Nos últimos dias, Kiev e Moscovo acusaram-se mutuamente de realizar bombardeamentos no complexo da central nuclear de Zaporijia, a maior da Europa.

Esta quinta-feira, os ataques danificaram alguns sensores de nível de radioatividade, tendo a Agência Internacional de Energia Atômica (AIEA) alertado para a gravidade da situação.

Marganets está a apenas 13 quilómetros de Zaporijia. A cidade, localizada no topo de uma colina, permanece sob controlo ucraniano e dela é possível ver, do outro lado do rio Dnieper, a central nuclear construída nos tempos soviéticos.

"Se morrermos, acontecerá num segundo e não sofreremos. Tranquiliza-me saber que o meu filho e a minha família não sofrerão", diz Anastasia, 30 anos, enquanto faz compras.

A central nuclear de Zaporijia está na linha de frente desde que foi tomada pelas tropas russas no início de março, dias após o Kremlin ordenar a invasão da Ucrânia.

Em Marganets, os militares ucranianos aconselham a população a não aproximar-se da margem do rio Dnieper, por medo de que o inimigo atire da margem oposta, a cerca de 6 quilómetros de distância.

A cidade, que tinha cerca de 50 mil habitantes antes da guerra, tem um centro animado onde as pessoas vivem as suas vidas diárias além dos pensamentos sombrios e rumores persistentes sobre o estado dos seis reatores da central.

"Estou com medo pelos meus pais e por mim. Quero viver e aproveitar a vida nesta cidade", diz Ksenia, de 18 anos, que atende clientes num café na principal rua comercial.

"O medo é constante. E as notícias dizem que a situação na central é muito tensa. Cada segundo que passa é terrível. Uma pessoa tem medo de dormir, porque coisas horríveis acontecem à noite", acrescenta.

Em Marganets e Nikopol, outra cidade a uma curta distância rio abaixo, 17 pessoas foram mortas esta semana em ataques noturnos, segundo as autoridades locais.
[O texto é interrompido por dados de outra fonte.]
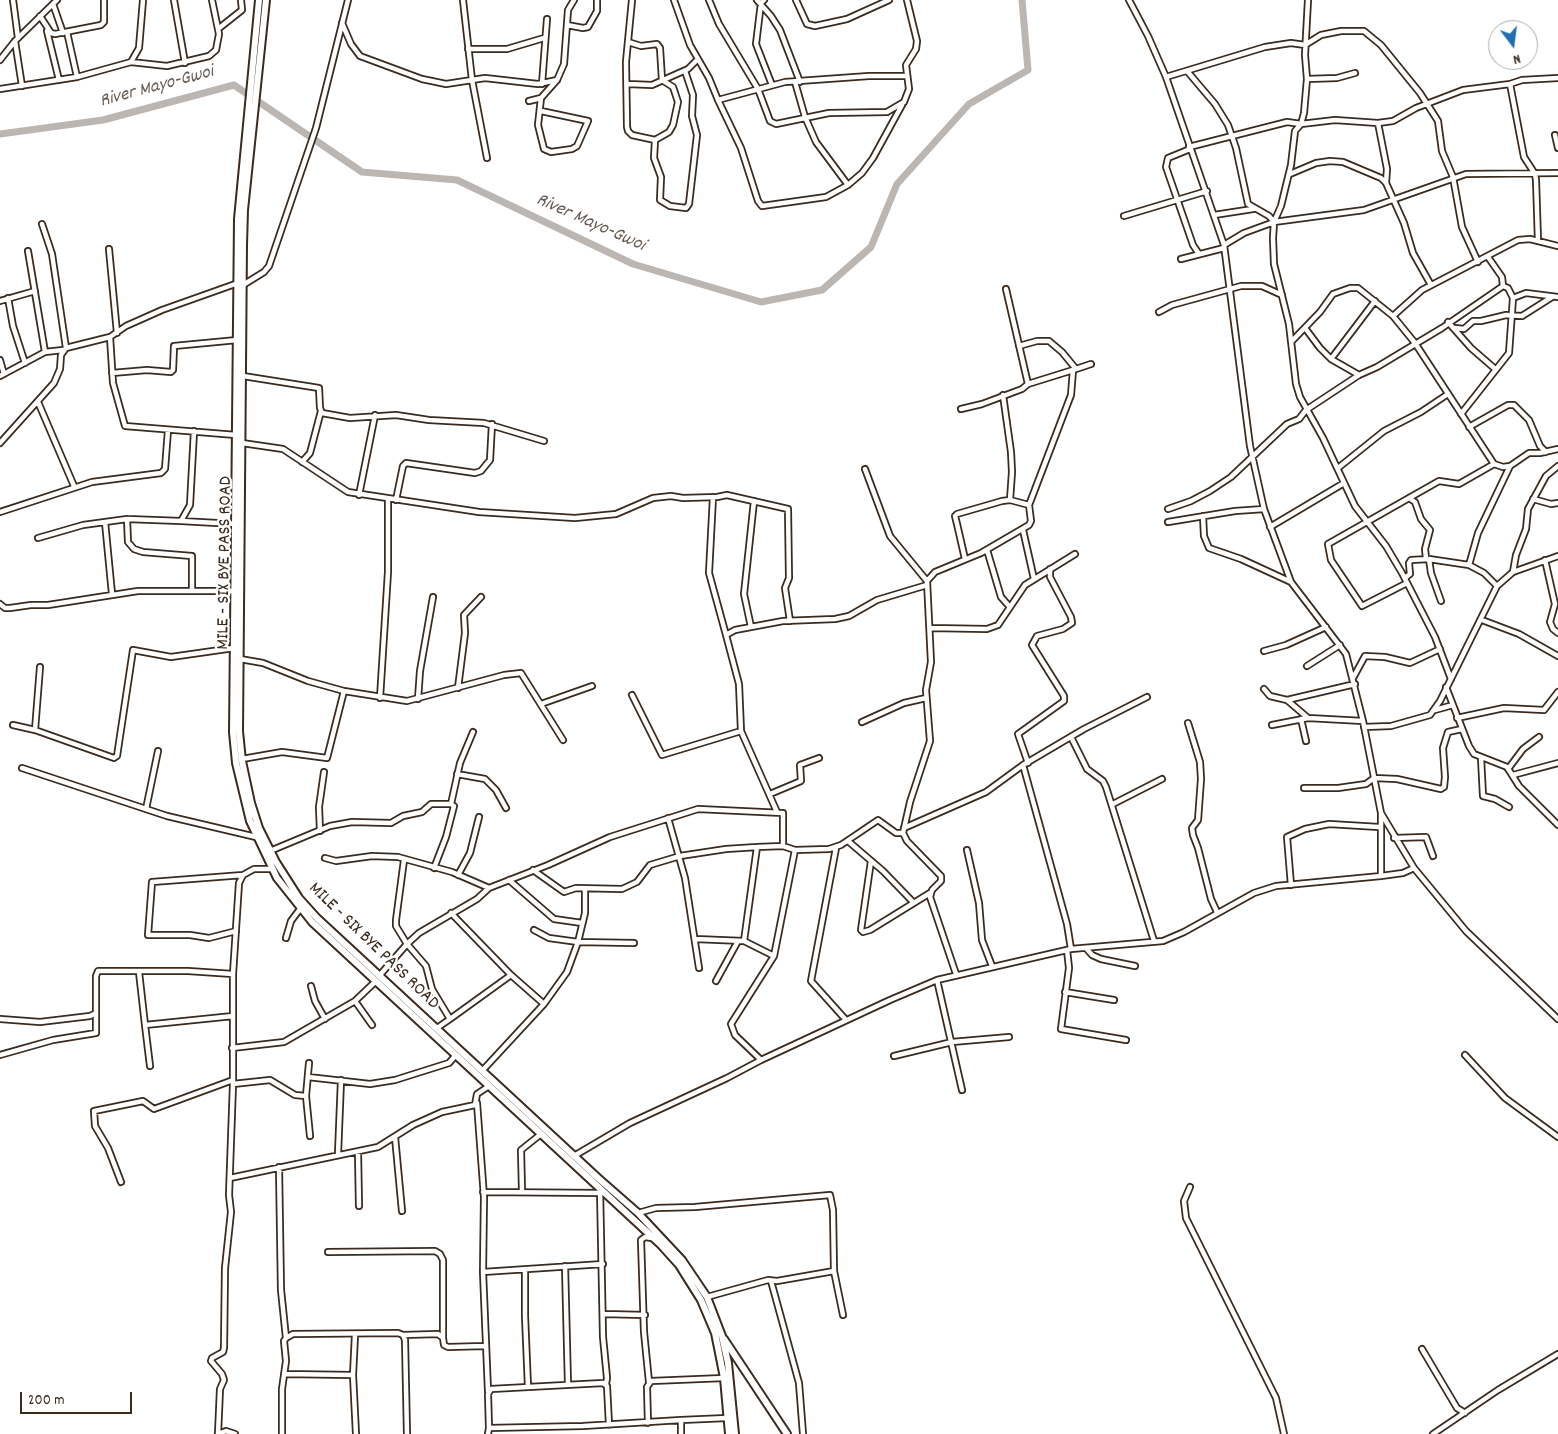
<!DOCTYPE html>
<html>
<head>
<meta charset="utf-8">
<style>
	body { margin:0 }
	#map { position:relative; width:1558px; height:1434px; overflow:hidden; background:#fff; font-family:Dekko,sans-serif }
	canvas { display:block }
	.north { position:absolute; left:1488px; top:20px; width:50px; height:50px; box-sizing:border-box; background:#fff; border:1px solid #b1aaa5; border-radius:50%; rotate:165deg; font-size:14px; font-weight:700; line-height:20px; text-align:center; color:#3b2a1e }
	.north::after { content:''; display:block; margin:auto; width:18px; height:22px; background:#1f6fb2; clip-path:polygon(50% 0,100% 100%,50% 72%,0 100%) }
	.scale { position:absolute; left:20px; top:1392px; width:112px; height:22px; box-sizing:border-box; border:2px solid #3b2a1e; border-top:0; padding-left:6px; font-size:15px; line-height:18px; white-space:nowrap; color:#3b2a1e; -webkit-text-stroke:4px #fff; paint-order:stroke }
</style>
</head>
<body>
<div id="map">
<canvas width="1558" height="1434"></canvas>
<div class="north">N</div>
<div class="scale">200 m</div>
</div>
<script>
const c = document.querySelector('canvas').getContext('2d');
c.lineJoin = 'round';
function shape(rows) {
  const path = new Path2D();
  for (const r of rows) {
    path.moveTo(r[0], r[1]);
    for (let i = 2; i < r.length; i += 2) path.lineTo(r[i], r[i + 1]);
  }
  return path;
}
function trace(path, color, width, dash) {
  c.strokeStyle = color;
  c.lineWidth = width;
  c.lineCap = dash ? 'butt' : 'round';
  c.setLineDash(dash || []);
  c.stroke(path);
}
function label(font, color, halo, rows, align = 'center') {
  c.font = font + ' Dekko,sans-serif';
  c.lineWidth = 4.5;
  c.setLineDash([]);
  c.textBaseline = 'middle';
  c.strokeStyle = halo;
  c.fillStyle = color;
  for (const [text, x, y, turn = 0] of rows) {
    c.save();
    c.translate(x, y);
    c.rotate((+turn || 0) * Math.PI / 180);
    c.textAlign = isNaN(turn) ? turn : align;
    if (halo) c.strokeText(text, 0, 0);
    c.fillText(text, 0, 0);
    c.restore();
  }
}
trace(shape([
	[0,134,103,120,234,85,362,172,457,180,633,264,761,302,822,290,871,247,897,184,969,104,1028,70,1022,0]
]), '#bcb6b3', 7);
const street = shape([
	[13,0,18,38],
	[174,0,185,63],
	[463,0,472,80,487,158],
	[632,0,626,62,627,127,628,131,632,135,655,140,669,132,673,125,678,102,673,87,662,80],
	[674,0,690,45,709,78,718,100,785,82,869,76,906,76],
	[709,0,719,24,758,89,770,121,776,124,829,113,887,112,904,102,909,89,906,65,916,49,917,41,907,0],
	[757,0,771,16,780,30,800,82],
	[764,0,761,3,756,44,772,85],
	[796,0,807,24,815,26,847,19,889,0],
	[1129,0,1148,36,1166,77,1224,245,1250,446,1264,509,1291,582,1346,654,1363,721,1381,813,1414,868,1466,931,1558,1019],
	[1308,0,1305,55,1307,79,1304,113,1301,124,1295,131,1291,165,1281,206,1274,222,1273,238,1274,264,1289,324,1296,384,1300,397,1323,438,1355,506,1386,546,1402,573,1435,637,1451,679],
	[53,4,63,33],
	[40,16,51,33,55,34,101,25,104,22,104,0],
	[342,23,351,44,360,56,422,79,446,84,485,78,538,84,557,80],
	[567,25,583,28,588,27,597,11,597,0],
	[218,29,242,10,241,0],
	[47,31,59,80],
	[67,32,77,77],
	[15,41,22,86],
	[628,42,641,46,657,44,660,48,662,80],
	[468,49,507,49,544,38],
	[0,60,15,41,57,0],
	[131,62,139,48,143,0],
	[1187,71,1215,104,1228,125,1236,148,1248,204,1269,216,1274,222],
	[1166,77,1265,47,1291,43,1305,45,1321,35,1341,31,1364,31,1381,45,1420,93,1438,121,1442,151,1453,177,1462,227,1478,262],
	[1307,79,1337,78,1355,73],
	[795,82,805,117,816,142,848,185],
	[542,84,547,19],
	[628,84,652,85,688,69,698,59],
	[1510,84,1524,157,1535,174,1536,180,1538,241],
	[0,89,77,77,131,62,167,66,209,56,216,50,219,34,212,0],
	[718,100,741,148,758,201,762,206,826,197,848,185,862,173,873,158,902,105],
	[529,101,541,98,557,80,564,64,568,10,574,0],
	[541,111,588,121,577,146,572,149,551,152,544,149,538,125,541,98],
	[1378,123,1387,169,1386,183],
	[1555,135,1558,148],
	[655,140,654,158,661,177,660,200,670,206,686,208,689,204,697,135,692,116,693,95,685,71],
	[1189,147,1287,122,1301,124,1335,120,1378,123,1393,121,1416,108,1463,90,1510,84,1522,80,1558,78],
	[1190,149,1168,158,1166,167,1193,245,1199,254],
	[1290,174,1316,163,1330,161,1343,162,1381,178,1386,183,1404,223,1413,253,1431,285],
	[1214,215,1253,209],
	[1124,216,1207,191],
	[42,224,52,254,66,348],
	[1224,245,1244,233,1274,222,1364,210,1466,174,1558,173],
	[109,249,117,333],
	[28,251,45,352],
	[1181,259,1224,248],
	[243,285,264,272,269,266,316,128,348,0],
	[1006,289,1028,384],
	[8,298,13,326,25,363],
	[1513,298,1526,293,1558,297],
	[0,301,35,291],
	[1159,312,1172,305,1241,286,1262,286,1282,295],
	[1393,316,1422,290,1518,240,1530,239,1558,246],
	[1448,322,1471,348,1494,368],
	[1305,328,1320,348,1331,359,1359,375],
	[1455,328,1464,329,1473,321,1481,321,1506,315,1522,316,1552,297],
	[110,337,113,383,125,426,236,435],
	[1292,341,1320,312,1333,294,1350,288,1358,288,1393,316,1415,343,1494,464,1503,467,1510,466,1529,453,1540,453,1558,449],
	[1019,346,1037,341,1049,341,1062,352,1076,369],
	[1331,359,1375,301],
	[0,360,4,374],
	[112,373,147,370,171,372,173,370,174,346,237,340],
	[0,376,45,352,63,350],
	[243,376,319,388,320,408,322,413,350,418,396,415,429,420,484,423,544,441],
	[1003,395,1011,452,1012,472,1010,500],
	[38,402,74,486],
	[961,409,982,404,1022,389,1028,384,1073,370],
	[1461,414,1509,353,1513,298,1508,288,1503,286],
	[1469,427,1508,405,1514,405,1529,420,1540,446,1546,452],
	[194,431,190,505,181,521,235,524],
	[0,443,54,383,60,369,61,355,66,348,110,337,126,326,162,310,238,283],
	[242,443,283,449,348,492,479,512,575,518,616,514,653,498,671,496,683,498,717,497,727,495,788,509,789,578,785,588,790,621],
	[302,462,310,453,321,411],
	[1338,468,1384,431,1421,412,1448,394],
	[865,469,890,536,927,581],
	[359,495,375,415],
	[713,497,709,573,726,635],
	[1409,498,1415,502,1421,519,1430,530,1425,549,1426,558],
	[1533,499,1551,504,1558,503],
	[396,500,403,466,406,463,475,473,481,471,490,460,492,424],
	[1168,509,1191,501,1210,491,1231,477,1287,424,1299,419,1306,410,1359,375,1377,367,1442,328,1503,286,1502,277,1488,257],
	[0,512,92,482,161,473,165,469,168,430],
	[1203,516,1204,536,1209,548,1241,559,1291,582],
	[127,519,128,542,134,549,143,552,192,556,192,591],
	[105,522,112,594],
	[1168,522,1235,511,1264,509],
	[1270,527,1344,483],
	[1023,530,1034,579],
	[38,538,83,525,127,519,181,521],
	[987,550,1001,597,1009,606],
	[965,559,957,524,955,516,957,514,1002,501,1010,500,1029,505],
	[1429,559,1431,573,1441,601],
	[1545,560,1555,604,1550,622,1553,629,1558,633],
	[1469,565,1478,533,1510,466],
	[1513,572,1516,555,1526,529,1528,509,1546,476,1558,466],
	[1405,578,1410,574,1409,563,1411,560,1429,559,1469,565,1484,573,1497,586],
	[1407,583,1362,606,1331,560,1328,544,1439,481,1459,484,1494,464],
	[0,604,5,608,10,608,31,605,48,605,138,591,235,591],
	[1482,620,1519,634,1558,656],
	[751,627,744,594,754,501],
	[930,628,987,629,998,625,1025,585,1075,554],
	[1264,651,1286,645,1326,627],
	[240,659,263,663,308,681,344,691,407,701,504,675,521,673,563,740],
	[1307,666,1340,645],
	[1353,678,1365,656,1385,657,1410,663,1440,649],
	[1446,687,1469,746,1474,754,1507,767,1519,786,1558,825],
	[458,688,465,633,464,615,481,597],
	[1264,689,1270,696,1287,700,1308,718],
	[632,695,662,755,741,731,777,812],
	[380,698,388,572,388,499],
	[418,699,420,671,433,597],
	[1287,700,1355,684],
	[541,704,592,686],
	[1435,710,1453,705],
	[1457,718,1504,708,1544,710,1558,692],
	[1301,719,1306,741],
	[862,722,904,703,926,698],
	[1188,723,1200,762,1201,779,1198,820,1192,828,1193,835,1198,848,1211,899,1217,912],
	[13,725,35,730,114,758,117,756,133,650,171,657,234,648],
	[1272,725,1308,718,1363,721],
	[1364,727,1391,726,1430,715,1440,701,1497,586,1513,572,1558,556],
	[35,730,40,667],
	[741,731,739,684,726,635,735,630,783,621,835,619,849,616,877,600,927,585],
	[1071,737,1087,769,1103,781,1106,787,1154,941],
	[1481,758,1483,796,1495,799,1509,807],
	[242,759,282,752,327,758,344,691],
	[1028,763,1018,734,1064,701,1064,696,1032,645,1037,636,1063,629,1072,623,1071,617,1050,577,1050,569],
	[1023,765,1067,924,1071,949],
	[22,768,167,816,256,837],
	[1508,769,1523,749,1539,737],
	[457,774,485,779,496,790,506,808],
	[1513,775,1558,763],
	[1304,788,1338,788,1366,784,1374,778,1397,779,1441,789,1444,787,1445,777,1443,748,1448,732,1462,729],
	[770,794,801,781,800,765,819,758],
	[451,804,460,763,473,732],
	[1113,804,1162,779],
	[146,809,158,751],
	[668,818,685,878,699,968],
	[904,828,986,792,1023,765,1084,729,1147,697],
	[320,831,319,807,324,772],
	[1394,838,1426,837,1433,856],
	[848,841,883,871,913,902],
	[836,848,811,981,846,1020],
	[967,850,979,903,982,940,992,966],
	[270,851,330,826,352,822,391,823,403,816,422,812,431,804,451,804,454,806,446,837,434,868],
	[325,858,336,861,372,856,398,857,452,872,489,888],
	[871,861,861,930,863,932,870,930,930,893],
	[533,870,564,892,576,888,622,889,637,882,650,865,680,856,726,849,757,847,783,846,795,850,829,849,841,845,878,820,896,833,903,833],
	[458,875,470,853,479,817],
	[1381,876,1403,873,1414,868],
	[509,880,554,919,582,923],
	[1291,885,1287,837,1305,829,1329,824,1379,827],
	[451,913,511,975,544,1004,482,1071],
	[534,930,549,938,578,942,634,943],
	[236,931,209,938,190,935,148,935,152,882,243,875],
	[286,938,291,921,300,909],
	[695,939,744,941,774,956],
	[744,941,757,847],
	[1086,948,1092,955,1101,959,1135,966],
	[1067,950,1069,968,1061,1029,1126,1040],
	[139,972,145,1025,233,1016],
	[956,974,930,897,932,890,941,881,941,876,907,841,903,833,910,802,930,741,926,690,931,662,927,581,935,572,981,553,1029,525,1031,521,1029,505,1071,395,1073,370,1091,364],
	[379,976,407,944,396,926,396,920,404,860],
	[937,980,962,1090],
	[716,981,738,941],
	[311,986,315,1001,325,1019],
	[1065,992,1114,1000],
	[355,1001,372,1025],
	[544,1004,567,972,578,942,585,913,585,889],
	[0,1019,40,1022,90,1016,96,1013],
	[450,1019,511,975],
	[145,1025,150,1066],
	[437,1028,450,1019,432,989,426,966,407,944,419,933,477,899,489,888,548,865,610,837,698,809,783,813,783,846],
	[232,1048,284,1042,355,1001,376,981],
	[0,1055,53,1040,96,1033,96,976,98,971,188,971,233,974],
	[1465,1055,1505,1098,1558,1137],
	[894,1056,952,1042,1009,1037],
	[761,1060,735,1035,731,1024,774,956,795,850],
	[309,1063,306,1096,310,1136],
	[308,1077,370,1084,395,1080,449,1063,456,1055],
	[233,1084,270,1080,295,1095,306,1096],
	[477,1103,484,1197,483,1272,488,1391],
	[395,1137,402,1211],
	[358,1152,359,1206],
	[338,1154,341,1080],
	[574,1156,630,1123,727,1078,761,1060,890,1000,937,980,1071,949,1163,941,1184,932,1254,893,1276,886,1381,876,1381,814],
	[279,1167,281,1290,286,1338],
	[230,1178,378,1147,413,1125,442,1112,475,1105,477,1094,489,1086],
	[121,1182,108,1148,95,1126,94,1111,143,1101,154,1109,233,1080],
	[1190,1187,1184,1201,1186,1218,1276,1398,1284,1434],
	[600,1189,603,1337,607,1378,606,1384],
	[522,1191,521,1150,541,1134],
	[483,1192,601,1193],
	[638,1213,656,1208,695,1207,830,1195,833,1210,834,1271,843,1315],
	[328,1252,435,1251,440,1254,443,1260,443,1338],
	[565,1266,568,1385],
	[525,1270,525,1316,528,1387],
	[483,1272,603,1264],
	[771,1281,799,1383,803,1434],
	[707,1297,768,1280,777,1281,834,1271],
	[604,1314,645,1315],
	[355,1335,353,1375,356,1434],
	[403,1335,438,1334,443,1338,444,1345,448,1347,485,1346],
	[1422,1349,1457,1408,1465,1413],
	[284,1374,353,1375],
	[649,1382,644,1332,641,1240,645,1237,652,1238],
	[648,1423,647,1387,651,1381,724,1378],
	[489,1428,488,1394,491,1389,603,1383,607,1386,609,1425],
	[218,1434,220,1389,224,1380,222,1374,211,1361,212,1358,223,1352,224,1348,225,1268,231,1212,229,1195,233,1084,233,974,239,883,243,875,254,869,272,869],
	[218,1434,226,1431,235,1434],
	[282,1434,282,1389,286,1361,284,1341,286,1338,293,1334,398,1333,403,1335,405,1340,407,1434],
	[488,1434,489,1428,583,1426,681,1420],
	[681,1434,681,1420,727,1418],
	[1433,1434,1498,1390,1558,1354]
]);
const secondary = shape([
	[259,0,238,219,233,732,236,763,250,821,277,878,312,922,660,1244,679,1265,701,1300,715,1333,724,1378,729,1434],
	[266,0,244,210,243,245,239,731,242,761,251,803,259,828,276,862,299,898,317,918,598,1178,638,1213,682,1260,707,1297,722,1336,728,1363,735,1434],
	[724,1339,787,1434]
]);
trace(street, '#3b2a1e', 8);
trace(secondary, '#3b2a1e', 10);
trace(street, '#fff', 4.5);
trace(secondary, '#fff', 6);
label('18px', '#3b2a1e', '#fff', [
	["MILE - SIX BYE PASS ROAD",226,563,-89],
	["MILE - SIX BYE PASS ROAD",373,947,44]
]);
label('italic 19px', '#685b52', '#fff', [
	["River Mayo-Gwoi",157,88,-15],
	["River Mayo-Gwoi",590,224,24]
]);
</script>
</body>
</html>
A Ucrânia acusa a Rússia de disparar do outro lado do rio e de dentro do complexo nuclear, mas tropas ucranianas abstêm-se de responder por medo de desencadear uma catástrofe.

Na sexta-feira, um alto funcionário ucraniano disse à AFP que as tropas russas estão até "a atirar em algumas áreas da central para dar a impressão de que é a Ucrânia a fazê-lo".

Esta é uma situação que o presidente ucraniano, Volodymyr Zelensky, descreveu como "chantagem nuclear". "Acho que os russos estão a usar a central como um ás, para perseguir os seus próprios objetivos", diz Anton, de 37 anos.

A Ucrânia foi em 1986 cenário do desastre nuclear de Chernobyl, 530 quilómetros a noroeste de Marganets. Naquele ano, um reator nuclear explodiu, liberando radiação na atmosfera. Cerca de 600 mil pessoas foram alistadas como "liquidadores", encarregados de descontaminar a terra ao redor da central.

O número oficial de mortos é de apenas 31, mas algumas estimativas falam de dezenas de milhares e até centenas de milhares de mortes.

Em Marganets existe um monumento a esses "liquidadores". Ao lado da cratera aberta por um míssil que caiu em Marganets à noite, Sergei Volokitin, de 54 anos, relembra aqueles tempos.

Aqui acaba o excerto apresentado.